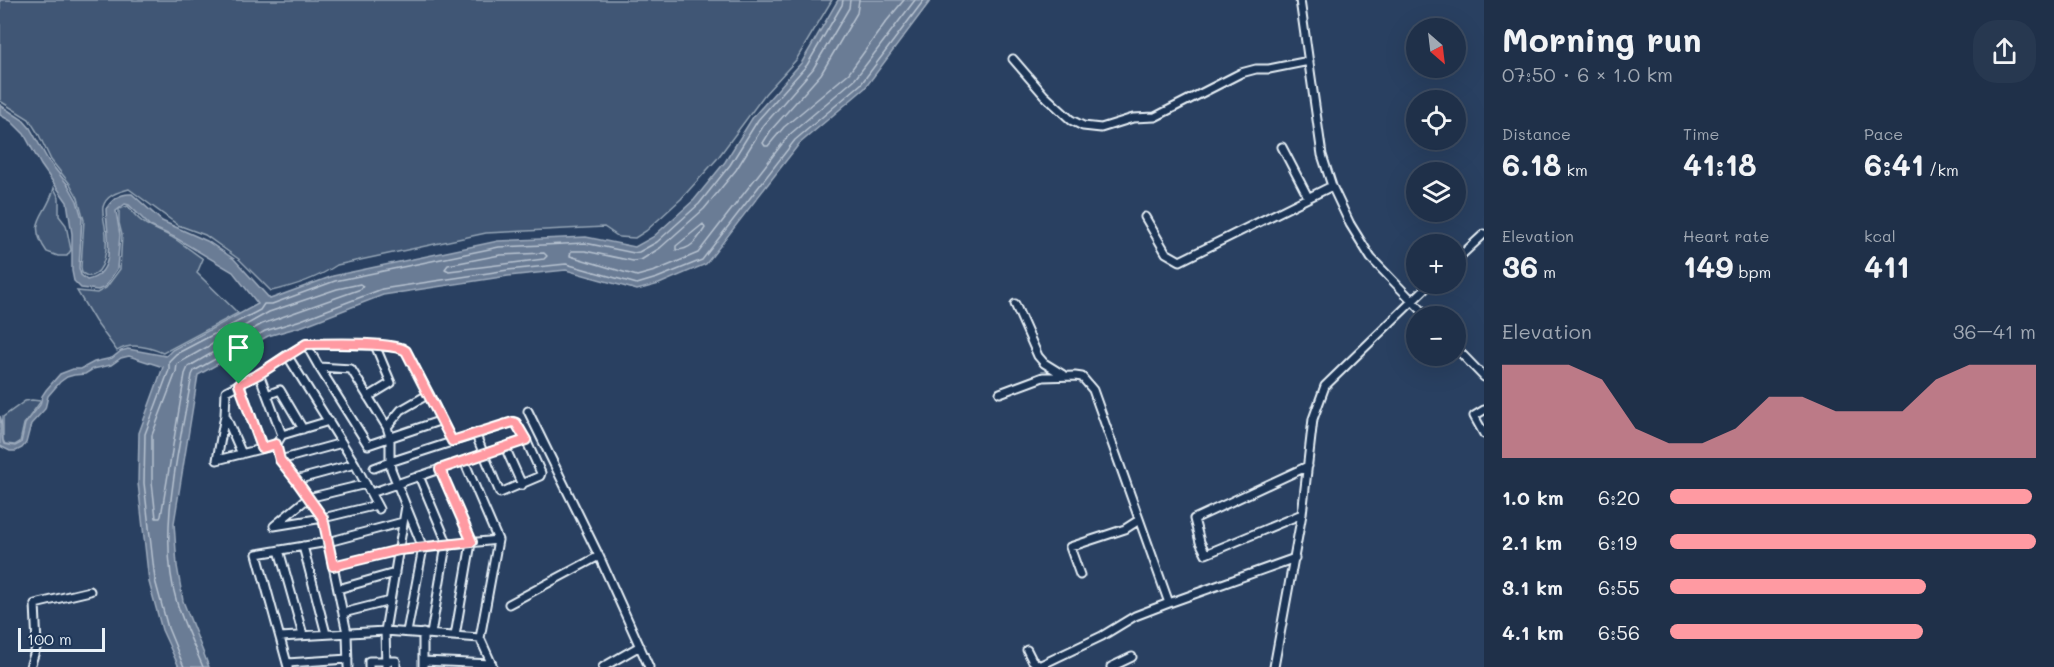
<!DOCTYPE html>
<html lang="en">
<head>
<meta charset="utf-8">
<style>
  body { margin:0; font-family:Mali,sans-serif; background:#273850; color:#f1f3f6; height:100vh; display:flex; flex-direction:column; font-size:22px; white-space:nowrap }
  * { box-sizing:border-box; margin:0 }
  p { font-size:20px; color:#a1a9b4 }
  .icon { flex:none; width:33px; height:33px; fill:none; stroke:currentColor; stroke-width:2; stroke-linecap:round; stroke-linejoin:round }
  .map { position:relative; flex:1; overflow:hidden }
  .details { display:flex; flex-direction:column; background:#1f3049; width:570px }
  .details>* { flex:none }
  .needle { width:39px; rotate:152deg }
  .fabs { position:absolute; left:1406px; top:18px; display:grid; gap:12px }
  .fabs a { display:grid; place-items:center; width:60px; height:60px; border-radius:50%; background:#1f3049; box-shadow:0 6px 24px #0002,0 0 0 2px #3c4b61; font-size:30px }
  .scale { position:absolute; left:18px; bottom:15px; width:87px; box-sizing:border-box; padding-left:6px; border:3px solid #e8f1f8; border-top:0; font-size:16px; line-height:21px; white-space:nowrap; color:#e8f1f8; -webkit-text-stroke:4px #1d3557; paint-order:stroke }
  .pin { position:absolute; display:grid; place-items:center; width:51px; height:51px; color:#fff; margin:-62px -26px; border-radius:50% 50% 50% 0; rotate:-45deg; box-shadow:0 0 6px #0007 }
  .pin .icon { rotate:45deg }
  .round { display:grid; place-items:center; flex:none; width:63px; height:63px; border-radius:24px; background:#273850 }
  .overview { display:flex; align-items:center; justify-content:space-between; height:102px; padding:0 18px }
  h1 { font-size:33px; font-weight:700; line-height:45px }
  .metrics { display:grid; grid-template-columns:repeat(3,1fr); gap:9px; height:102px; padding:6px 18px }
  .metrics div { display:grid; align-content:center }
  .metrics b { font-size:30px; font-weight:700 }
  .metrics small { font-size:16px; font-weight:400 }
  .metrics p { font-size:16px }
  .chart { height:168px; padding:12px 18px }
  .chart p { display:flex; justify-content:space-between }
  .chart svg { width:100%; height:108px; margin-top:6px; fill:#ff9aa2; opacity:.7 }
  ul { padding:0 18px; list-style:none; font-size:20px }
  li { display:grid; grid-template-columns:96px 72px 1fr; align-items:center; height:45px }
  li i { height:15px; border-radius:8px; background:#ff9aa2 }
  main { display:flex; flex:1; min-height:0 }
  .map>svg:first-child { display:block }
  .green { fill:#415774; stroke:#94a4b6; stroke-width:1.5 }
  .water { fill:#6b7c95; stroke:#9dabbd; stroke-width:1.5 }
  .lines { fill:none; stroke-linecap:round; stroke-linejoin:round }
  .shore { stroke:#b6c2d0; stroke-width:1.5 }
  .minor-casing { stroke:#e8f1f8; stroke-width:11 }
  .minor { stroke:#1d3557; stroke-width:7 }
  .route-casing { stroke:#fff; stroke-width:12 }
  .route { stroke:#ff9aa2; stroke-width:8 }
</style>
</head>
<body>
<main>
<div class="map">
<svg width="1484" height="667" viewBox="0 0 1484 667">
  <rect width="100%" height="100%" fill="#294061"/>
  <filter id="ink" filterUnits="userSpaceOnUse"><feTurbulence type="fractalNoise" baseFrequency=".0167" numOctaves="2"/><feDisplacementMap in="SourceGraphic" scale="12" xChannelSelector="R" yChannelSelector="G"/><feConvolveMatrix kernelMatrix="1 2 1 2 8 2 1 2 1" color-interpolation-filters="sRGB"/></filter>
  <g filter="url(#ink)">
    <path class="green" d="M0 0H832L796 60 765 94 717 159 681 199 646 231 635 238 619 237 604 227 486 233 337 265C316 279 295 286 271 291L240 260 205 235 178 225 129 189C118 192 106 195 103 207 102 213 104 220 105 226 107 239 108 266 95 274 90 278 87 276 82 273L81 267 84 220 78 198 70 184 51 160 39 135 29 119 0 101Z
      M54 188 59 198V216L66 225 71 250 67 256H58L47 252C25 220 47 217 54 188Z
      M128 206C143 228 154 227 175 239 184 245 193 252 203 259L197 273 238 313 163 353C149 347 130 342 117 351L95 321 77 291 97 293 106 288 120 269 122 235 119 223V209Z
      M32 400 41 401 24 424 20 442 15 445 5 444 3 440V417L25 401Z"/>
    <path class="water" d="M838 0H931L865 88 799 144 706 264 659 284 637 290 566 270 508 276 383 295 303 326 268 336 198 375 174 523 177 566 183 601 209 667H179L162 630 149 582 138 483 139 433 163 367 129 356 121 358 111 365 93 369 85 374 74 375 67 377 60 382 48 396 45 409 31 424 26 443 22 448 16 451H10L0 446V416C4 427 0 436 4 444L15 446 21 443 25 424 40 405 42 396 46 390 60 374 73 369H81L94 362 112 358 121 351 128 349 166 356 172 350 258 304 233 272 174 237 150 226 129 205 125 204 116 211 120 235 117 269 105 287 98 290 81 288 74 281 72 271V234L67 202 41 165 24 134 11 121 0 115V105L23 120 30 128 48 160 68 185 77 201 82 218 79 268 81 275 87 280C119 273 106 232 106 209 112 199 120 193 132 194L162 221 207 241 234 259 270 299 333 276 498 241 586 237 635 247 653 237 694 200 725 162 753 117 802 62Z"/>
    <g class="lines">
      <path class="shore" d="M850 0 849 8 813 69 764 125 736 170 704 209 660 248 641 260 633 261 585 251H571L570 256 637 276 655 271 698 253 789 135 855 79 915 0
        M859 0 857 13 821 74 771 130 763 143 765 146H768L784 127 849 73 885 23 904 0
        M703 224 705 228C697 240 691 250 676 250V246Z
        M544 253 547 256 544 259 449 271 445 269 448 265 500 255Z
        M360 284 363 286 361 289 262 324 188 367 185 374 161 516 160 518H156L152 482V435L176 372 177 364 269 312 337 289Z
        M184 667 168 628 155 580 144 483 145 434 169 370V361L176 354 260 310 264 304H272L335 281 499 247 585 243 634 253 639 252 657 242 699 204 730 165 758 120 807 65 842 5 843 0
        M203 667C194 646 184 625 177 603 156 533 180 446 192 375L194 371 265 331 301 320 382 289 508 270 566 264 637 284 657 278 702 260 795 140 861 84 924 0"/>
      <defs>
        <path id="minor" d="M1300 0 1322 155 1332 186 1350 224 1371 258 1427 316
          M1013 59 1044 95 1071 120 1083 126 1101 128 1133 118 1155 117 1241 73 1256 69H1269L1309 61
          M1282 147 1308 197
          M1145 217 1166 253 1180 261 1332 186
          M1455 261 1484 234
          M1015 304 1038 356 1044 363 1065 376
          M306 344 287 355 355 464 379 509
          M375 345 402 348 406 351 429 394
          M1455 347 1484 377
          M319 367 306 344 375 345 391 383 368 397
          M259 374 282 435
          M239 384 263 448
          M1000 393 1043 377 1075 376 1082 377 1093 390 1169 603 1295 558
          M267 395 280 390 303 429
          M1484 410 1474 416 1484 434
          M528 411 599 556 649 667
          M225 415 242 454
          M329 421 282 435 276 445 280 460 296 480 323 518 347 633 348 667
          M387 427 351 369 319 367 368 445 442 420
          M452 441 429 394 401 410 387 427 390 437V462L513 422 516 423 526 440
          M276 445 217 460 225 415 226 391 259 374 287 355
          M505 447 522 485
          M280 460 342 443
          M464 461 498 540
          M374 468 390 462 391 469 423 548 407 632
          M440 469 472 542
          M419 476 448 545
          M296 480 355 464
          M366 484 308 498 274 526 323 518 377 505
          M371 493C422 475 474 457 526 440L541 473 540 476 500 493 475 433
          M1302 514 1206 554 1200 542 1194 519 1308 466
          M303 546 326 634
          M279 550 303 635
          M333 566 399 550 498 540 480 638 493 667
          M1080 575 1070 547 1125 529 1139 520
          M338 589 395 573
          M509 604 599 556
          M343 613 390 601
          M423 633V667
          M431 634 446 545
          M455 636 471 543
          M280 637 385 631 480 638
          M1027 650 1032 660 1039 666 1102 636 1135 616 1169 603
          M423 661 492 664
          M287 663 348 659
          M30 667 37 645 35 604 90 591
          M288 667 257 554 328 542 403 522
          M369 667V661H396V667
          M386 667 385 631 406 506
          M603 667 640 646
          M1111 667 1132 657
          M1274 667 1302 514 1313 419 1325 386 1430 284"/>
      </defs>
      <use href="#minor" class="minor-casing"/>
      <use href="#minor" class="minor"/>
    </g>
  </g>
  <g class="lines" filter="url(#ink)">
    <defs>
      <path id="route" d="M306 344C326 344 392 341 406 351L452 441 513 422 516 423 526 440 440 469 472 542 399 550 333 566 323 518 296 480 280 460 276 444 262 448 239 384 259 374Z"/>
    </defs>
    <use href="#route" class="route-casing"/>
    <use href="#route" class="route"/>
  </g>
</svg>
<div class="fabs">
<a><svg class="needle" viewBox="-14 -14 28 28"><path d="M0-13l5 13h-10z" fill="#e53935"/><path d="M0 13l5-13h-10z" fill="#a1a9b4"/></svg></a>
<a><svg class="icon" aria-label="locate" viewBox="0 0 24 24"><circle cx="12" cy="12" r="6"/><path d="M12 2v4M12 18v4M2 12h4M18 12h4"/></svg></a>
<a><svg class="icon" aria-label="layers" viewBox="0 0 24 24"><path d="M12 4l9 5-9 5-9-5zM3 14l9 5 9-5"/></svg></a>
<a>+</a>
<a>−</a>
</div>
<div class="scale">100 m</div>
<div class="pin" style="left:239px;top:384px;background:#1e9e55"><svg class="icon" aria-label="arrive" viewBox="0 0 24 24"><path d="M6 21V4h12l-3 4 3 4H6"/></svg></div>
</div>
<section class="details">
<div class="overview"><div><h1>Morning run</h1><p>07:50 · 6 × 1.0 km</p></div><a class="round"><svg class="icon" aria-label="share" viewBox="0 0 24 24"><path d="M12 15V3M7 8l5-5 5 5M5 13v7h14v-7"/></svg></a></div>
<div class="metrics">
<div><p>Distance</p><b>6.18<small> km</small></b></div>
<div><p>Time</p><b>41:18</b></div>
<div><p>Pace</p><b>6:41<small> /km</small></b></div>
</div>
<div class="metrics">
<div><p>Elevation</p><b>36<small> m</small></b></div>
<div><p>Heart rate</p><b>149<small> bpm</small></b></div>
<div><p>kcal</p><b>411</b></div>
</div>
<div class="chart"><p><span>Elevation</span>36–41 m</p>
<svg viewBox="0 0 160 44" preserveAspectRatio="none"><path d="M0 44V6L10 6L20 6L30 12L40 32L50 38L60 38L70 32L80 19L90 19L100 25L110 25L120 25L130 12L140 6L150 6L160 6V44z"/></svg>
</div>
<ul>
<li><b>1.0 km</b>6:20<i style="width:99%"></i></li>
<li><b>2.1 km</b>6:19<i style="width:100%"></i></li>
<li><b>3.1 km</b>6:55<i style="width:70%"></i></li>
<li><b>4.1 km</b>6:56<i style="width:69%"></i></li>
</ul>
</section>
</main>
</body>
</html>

☆ ☆ ☆ ☆ ☆ ☆ ☆

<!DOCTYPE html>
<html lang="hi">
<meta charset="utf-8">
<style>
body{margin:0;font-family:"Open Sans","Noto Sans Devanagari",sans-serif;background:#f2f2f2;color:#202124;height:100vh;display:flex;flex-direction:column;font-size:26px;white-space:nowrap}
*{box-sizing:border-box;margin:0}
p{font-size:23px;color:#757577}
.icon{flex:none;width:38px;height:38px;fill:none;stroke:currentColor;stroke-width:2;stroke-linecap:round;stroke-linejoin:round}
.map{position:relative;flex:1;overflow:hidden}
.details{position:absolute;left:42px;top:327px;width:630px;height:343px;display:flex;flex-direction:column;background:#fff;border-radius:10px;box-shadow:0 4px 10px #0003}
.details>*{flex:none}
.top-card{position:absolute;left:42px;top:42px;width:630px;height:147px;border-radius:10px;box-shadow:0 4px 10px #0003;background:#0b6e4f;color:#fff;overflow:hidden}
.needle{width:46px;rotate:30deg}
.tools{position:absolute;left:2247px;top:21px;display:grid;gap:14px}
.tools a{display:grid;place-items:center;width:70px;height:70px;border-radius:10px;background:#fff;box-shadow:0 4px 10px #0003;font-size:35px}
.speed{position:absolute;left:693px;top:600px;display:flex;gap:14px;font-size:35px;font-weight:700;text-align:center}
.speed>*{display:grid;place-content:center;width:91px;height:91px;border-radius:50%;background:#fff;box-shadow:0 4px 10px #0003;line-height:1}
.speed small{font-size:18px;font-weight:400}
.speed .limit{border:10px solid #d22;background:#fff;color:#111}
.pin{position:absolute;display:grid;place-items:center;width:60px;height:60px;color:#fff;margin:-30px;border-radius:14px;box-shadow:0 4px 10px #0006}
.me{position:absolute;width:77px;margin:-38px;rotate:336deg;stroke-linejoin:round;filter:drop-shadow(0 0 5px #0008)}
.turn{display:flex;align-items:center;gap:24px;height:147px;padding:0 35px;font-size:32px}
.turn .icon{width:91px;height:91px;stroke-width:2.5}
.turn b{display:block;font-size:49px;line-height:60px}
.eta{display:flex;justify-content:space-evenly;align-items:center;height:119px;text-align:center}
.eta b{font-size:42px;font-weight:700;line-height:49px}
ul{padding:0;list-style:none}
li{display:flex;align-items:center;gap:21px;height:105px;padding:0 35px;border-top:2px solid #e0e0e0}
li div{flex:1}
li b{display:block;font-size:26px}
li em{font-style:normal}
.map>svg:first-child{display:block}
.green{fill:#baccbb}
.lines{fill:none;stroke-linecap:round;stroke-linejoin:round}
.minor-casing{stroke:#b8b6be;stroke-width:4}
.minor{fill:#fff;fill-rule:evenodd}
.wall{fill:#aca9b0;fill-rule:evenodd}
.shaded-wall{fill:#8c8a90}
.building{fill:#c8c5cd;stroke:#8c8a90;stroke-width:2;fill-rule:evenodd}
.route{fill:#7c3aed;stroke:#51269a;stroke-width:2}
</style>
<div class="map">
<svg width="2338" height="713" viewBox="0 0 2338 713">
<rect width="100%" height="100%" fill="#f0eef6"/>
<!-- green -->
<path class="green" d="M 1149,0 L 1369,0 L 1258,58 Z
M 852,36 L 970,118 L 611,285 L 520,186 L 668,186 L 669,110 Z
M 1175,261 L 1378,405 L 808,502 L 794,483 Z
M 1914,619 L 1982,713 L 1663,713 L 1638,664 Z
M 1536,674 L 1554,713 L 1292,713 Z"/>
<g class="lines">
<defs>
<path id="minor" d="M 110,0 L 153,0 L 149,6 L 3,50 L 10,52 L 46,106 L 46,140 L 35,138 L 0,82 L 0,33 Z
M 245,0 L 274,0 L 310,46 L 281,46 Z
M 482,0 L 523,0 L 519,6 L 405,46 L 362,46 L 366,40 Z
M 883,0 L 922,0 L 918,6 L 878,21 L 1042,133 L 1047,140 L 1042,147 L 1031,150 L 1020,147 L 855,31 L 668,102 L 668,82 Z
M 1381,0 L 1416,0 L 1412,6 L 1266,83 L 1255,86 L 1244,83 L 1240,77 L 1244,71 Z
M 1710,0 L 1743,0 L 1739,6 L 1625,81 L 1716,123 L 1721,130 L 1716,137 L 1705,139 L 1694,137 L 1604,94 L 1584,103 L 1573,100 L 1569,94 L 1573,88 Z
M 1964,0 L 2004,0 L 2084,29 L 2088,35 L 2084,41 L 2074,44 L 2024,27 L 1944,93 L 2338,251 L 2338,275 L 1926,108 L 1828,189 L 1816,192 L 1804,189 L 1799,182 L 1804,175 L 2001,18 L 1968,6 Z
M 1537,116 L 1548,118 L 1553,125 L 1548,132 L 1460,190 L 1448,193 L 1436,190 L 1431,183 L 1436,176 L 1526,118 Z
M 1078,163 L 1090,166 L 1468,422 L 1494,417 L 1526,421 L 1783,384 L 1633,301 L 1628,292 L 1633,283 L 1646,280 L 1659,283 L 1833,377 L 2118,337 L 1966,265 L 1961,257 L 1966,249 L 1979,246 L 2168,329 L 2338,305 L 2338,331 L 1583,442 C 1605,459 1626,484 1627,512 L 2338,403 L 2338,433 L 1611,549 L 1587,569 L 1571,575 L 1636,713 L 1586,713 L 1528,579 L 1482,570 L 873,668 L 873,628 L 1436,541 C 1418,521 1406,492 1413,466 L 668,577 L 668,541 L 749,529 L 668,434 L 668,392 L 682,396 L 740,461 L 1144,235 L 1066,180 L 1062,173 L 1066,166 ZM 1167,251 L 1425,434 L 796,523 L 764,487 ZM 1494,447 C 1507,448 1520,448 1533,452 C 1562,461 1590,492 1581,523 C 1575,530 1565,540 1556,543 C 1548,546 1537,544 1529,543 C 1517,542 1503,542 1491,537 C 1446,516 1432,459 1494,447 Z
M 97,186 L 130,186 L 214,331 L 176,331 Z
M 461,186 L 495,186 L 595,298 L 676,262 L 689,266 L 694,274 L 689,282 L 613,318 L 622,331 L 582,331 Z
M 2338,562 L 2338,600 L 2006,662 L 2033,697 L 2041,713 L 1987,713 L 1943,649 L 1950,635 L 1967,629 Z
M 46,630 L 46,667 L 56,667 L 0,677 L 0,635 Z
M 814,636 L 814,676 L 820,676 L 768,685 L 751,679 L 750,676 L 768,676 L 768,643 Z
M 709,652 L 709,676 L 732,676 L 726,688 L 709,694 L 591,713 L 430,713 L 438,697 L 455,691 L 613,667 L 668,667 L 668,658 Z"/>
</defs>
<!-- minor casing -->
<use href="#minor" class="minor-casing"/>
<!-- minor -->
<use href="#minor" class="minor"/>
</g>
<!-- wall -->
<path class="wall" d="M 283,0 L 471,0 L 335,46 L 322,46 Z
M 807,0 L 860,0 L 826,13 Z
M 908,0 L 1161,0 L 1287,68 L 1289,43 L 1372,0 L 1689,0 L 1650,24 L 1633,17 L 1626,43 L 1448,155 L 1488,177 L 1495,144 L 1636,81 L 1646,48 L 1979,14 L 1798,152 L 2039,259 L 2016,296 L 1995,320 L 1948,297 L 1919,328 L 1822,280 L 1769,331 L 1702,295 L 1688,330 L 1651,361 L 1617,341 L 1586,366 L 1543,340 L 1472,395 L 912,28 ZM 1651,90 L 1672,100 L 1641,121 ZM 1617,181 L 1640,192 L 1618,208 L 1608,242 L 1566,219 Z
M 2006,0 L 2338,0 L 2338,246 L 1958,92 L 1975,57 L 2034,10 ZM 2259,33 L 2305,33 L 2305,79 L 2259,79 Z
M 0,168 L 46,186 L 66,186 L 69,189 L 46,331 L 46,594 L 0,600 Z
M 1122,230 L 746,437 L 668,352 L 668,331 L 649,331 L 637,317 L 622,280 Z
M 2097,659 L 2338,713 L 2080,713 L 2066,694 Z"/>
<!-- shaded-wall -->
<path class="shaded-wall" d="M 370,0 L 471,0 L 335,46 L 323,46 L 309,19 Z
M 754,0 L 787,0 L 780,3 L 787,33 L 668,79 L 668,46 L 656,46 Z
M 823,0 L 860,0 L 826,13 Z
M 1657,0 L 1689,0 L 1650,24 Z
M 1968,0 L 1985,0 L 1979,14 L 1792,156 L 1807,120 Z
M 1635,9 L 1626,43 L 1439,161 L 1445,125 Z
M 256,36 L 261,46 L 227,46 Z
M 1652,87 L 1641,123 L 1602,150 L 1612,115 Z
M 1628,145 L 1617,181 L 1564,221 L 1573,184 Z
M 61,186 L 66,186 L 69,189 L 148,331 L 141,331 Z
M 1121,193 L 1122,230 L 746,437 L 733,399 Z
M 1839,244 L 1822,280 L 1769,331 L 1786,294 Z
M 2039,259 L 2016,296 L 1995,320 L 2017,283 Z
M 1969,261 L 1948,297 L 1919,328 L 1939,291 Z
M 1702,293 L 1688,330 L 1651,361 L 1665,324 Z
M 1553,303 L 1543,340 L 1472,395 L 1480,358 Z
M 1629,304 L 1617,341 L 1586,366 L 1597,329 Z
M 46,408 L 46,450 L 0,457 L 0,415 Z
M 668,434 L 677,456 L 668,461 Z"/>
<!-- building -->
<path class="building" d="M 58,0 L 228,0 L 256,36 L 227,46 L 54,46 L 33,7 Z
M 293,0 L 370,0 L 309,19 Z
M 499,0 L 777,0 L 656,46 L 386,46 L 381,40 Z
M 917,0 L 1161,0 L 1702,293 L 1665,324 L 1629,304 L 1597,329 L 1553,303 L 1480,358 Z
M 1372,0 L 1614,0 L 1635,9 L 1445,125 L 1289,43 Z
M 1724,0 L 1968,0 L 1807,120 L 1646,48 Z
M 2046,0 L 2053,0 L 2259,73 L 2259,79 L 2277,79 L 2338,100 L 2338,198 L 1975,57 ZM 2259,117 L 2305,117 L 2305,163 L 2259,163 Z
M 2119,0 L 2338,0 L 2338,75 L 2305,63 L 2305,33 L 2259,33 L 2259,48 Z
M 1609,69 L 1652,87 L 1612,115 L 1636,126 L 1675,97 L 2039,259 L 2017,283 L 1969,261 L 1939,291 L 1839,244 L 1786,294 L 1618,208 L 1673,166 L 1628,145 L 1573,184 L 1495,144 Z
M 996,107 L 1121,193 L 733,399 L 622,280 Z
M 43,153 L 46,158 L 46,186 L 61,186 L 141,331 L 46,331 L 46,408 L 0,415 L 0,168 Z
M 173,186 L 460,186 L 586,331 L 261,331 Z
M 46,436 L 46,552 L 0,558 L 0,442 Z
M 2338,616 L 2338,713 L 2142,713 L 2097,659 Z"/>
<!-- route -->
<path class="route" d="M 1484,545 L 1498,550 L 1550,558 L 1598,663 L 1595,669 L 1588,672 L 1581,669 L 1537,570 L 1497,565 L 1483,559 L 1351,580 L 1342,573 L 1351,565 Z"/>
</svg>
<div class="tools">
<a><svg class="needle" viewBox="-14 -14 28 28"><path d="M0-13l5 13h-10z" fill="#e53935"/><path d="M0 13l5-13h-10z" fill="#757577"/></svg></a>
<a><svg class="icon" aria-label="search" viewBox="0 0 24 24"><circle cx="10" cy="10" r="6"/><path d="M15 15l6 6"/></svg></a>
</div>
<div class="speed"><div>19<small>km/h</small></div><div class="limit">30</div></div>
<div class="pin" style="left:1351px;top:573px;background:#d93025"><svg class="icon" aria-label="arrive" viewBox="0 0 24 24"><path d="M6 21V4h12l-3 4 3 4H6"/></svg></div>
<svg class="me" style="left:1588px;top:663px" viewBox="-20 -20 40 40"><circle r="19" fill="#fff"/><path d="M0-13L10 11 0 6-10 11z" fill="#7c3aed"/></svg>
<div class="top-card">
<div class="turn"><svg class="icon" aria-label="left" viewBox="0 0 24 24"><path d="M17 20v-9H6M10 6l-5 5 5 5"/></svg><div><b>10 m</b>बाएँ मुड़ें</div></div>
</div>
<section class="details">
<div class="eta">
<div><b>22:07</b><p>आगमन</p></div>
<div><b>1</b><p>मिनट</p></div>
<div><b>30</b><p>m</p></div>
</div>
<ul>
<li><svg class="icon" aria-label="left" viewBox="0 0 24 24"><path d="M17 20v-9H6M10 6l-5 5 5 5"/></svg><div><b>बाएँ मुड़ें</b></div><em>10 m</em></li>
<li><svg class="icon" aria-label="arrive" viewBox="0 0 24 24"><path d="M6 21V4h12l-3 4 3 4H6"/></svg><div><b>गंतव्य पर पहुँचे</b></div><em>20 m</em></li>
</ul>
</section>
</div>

☆ ☆ ☆ ☆ ☆ ☆ ☆

WHAT YOU SHOULD DO: Where does "rule" appear in the records above? Copy every line that has it.

TASK RESPONSE:
.minor{fill:#fff;fill-rule:evenodd}
.wall{fill:#aca9b0;fill-rule:evenodd}
.building{fill:#c8c5cd;stroke:#8c8a90;stroke-width:2;fill-rule:evenodd}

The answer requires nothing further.